- [EXERCISE DATA]
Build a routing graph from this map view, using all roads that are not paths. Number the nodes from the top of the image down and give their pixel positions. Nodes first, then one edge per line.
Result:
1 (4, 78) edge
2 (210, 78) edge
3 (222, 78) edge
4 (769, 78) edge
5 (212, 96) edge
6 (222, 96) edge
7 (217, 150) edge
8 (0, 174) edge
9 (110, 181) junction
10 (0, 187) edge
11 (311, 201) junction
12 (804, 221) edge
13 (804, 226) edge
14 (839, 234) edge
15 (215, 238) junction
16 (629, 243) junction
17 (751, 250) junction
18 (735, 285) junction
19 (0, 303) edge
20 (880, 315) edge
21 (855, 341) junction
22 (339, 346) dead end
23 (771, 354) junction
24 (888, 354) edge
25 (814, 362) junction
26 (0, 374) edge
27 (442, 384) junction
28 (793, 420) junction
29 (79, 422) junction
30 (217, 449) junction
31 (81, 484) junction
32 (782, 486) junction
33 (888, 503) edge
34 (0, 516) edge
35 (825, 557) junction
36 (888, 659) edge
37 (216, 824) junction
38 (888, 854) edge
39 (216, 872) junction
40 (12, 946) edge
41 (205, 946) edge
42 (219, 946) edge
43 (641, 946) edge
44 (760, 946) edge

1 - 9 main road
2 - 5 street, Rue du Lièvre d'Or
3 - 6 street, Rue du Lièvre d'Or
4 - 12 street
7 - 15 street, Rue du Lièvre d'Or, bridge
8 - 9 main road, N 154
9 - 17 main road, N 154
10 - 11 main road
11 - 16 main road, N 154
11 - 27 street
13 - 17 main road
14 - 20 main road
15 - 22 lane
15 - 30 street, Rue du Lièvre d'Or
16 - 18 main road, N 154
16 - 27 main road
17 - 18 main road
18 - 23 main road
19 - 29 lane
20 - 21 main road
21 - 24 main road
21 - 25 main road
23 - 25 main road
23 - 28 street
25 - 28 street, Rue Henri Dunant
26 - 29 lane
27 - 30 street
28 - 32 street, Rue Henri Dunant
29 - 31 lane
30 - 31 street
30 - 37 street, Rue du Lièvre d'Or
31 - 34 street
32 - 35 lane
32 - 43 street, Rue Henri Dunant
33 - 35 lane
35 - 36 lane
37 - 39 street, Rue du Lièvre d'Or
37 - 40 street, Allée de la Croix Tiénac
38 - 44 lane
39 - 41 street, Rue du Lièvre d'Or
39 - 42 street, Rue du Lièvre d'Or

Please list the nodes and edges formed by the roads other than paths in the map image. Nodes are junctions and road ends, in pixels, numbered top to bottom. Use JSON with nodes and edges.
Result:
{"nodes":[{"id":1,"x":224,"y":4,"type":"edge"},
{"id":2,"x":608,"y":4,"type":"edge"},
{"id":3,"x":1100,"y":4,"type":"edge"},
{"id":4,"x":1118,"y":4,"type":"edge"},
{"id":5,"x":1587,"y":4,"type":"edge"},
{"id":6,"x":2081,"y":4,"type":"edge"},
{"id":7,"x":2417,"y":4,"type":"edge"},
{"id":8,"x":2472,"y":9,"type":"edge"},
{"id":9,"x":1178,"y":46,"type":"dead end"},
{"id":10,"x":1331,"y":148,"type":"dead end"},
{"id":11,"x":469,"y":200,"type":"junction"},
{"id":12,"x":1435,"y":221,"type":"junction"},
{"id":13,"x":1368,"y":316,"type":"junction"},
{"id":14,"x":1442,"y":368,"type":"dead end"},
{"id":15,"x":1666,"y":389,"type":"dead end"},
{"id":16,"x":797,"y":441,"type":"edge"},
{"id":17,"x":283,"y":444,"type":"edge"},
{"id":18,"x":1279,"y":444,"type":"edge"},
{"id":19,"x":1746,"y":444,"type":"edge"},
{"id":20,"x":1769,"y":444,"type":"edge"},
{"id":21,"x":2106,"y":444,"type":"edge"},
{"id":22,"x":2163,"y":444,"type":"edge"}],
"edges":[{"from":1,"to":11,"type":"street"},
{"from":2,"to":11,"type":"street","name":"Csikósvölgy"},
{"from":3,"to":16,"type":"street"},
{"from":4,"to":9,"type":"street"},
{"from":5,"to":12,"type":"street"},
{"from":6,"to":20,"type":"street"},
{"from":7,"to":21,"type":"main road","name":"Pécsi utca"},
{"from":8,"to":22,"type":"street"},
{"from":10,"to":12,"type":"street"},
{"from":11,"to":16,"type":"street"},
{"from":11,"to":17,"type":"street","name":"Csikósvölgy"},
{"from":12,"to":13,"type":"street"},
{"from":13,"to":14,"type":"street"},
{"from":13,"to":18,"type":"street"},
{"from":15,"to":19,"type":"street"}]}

- [AIM OF THE TASK] What you return must match the listing above exactly, with every line included.

- [TASK ANSWER]
Build a routing graph from this map view, using all roads that are not paths. Number the nodes from the top of the image down and give their pixel positions. Nodes first, then one edge per line.
Result:
1 (4, 78) edge
2 (210, 78) edge
3 (222, 78) edge
4 (769, 78) edge
5 (212, 96) edge
6 (222, 96) edge
7 (217, 150) edge
8 (0, 174) edge
9 (110, 181) junction
10 (0, 187) edge
11 (311, 201) junction
12 (804, 221) edge
13 (804, 226) edge
14 (839, 234) edge
15 (215, 238) junction
16 (629, 243) junction
17 (751, 250) junction
18 (735, 285) junction
19 (0, 303) edge
20 (880, 315) edge
21 (855, 341) junction
22 (339, 346) dead end
23 (771, 354) junction
24 (888, 354) edge
25 (814, 362) junction
26 (0, 374) edge
27 (442, 384) junction
28 (793, 420) junction
29 (79, 422) junction
30 (217, 449) junction
31 (81, 484) junction
32 (782, 486) junction
33 (888, 503) edge
34 (0, 516) edge
35 (825, 557) junction
36 (888, 659) edge
37 (216, 824) junction
38 (888, 854) edge
39 (216, 872) junction
40 (12, 946) edge
41 (205, 946) edge
42 (219, 946) edge
43 (641, 946) edge
44 (760, 946) edge

1 - 9 main road
2 - 5 street, Rue du Lièvre d'Or
3 - 6 street, Rue du Lièvre d'Or
4 - 12 street
7 - 15 street, Rue du Lièvre d'Or, bridge
8 - 9 main road, N 154
9 - 17 main road, N 154
10 - 11 main road
11 - 16 main road, N 154
11 - 27 street
13 - 17 main road
14 - 20 main road
15 - 22 lane
15 - 30 street, Rue du Lièvre d'Or
16 - 18 main road, N 154
16 - 27 main road
17 - 18 main road
18 - 23 main road
19 - 29 lane
20 - 21 main road
21 - 24 main road
21 - 25 main road
23 - 25 main road
23 - 28 street
25 - 28 street, Rue Henri Dunant
26 - 29 lane
27 - 30 street
28 - 32 street, Rue Henri Dunant
29 - 31 lane
30 - 31 street
30 - 37 street, Rue du Lièvre d'Or
31 - 34 street
32 - 35 lane
32 - 43 street, Rue Henri Dunant
33 - 35 lane
35 - 36 lane
37 - 39 street, Rue du Lièvre d'Or
37 - 40 street, Allée de la Croix Tiénac
38 - 44 lane
39 - 41 street, Rue du Lièvre d'Or
39 - 42 street, Rue du Lièvre d'Or

Please list the nodes and edges formed by the roads other than paths in the map image. Nodes are junctions and road ends, in pixels, numbered top to bottom. Use JSON with nodes and edges.
Result:
{"nodes":[{"id":1,"x":224,"y":4,"type":"edge"},
{"id":2,"x":608,"y":4,"type":"edge"},
{"id":3,"x":1100,"y":4,"type":"edge"},
{"id":4,"x":1118,"y":4,"type":"edge"},
{"id":5,"x":1587,"y":4,"type":"edge"},
{"id":6,"x":2081,"y":4,"type":"edge"},
{"id":7,"x":2417,"y":4,"type":"edge"},
{"id":8,"x":2472,"y":9,"type":"edge"},
{"id":9,"x":1178,"y":46,"type":"dead end"},
{"id":10,"x":1331,"y":148,"type":"dead end"},
{"id":11,"x":469,"y":200,"type":"junction"},
{"id":12,"x":1435,"y":221,"type":"junction"},
{"id":13,"x":1368,"y":316,"type":"junction"},
{"id":14,"x":1442,"y":368,"type":"dead end"},
{"id":15,"x":1666,"y":389,"type":"dead end"},
{"id":16,"x":797,"y":441,"type":"edge"},
{"id":17,"x":283,"y":444,"type":"edge"},
{"id":18,"x":1279,"y":444,"type":"edge"},
{"id":19,"x":1746,"y":444,"type":"edge"},
{"id":20,"x":1769,"y":444,"type":"edge"},
{"id":21,"x":2106,"y":444,"type":"edge"},
{"id":22,"x":2163,"y":444,"type":"edge"}],
"edges":[{"from":1,"to":11,"type":"street"},
{"from":2,"to":11,"type":"street","name":"Csikósvölgy"},
{"from":3,"to":16,"type":"street"},
{"from":4,"to":9,"type":"street"},
{"from":5,"to":12,"type":"street"},
{"from":6,"to":20,"type":"street"},
{"from":7,"to":21,"type":"main road","name":"Pécsi utca"},
{"from":8,"to":22,"type":"street"},
{"from":10,"to":12,"type":"street"},
{"from":11,"to":16,"type":"street"},
{"from":11,"to":17,"type":"street","name":"Csikósvölgy"},
{"from":12,"to":13,"type":"street"},
{"from":13,"to":14,"type":"street"},
{"from":13,"to":18,"type":"street"},
{"from":15,"to":19,"type":"street"}]}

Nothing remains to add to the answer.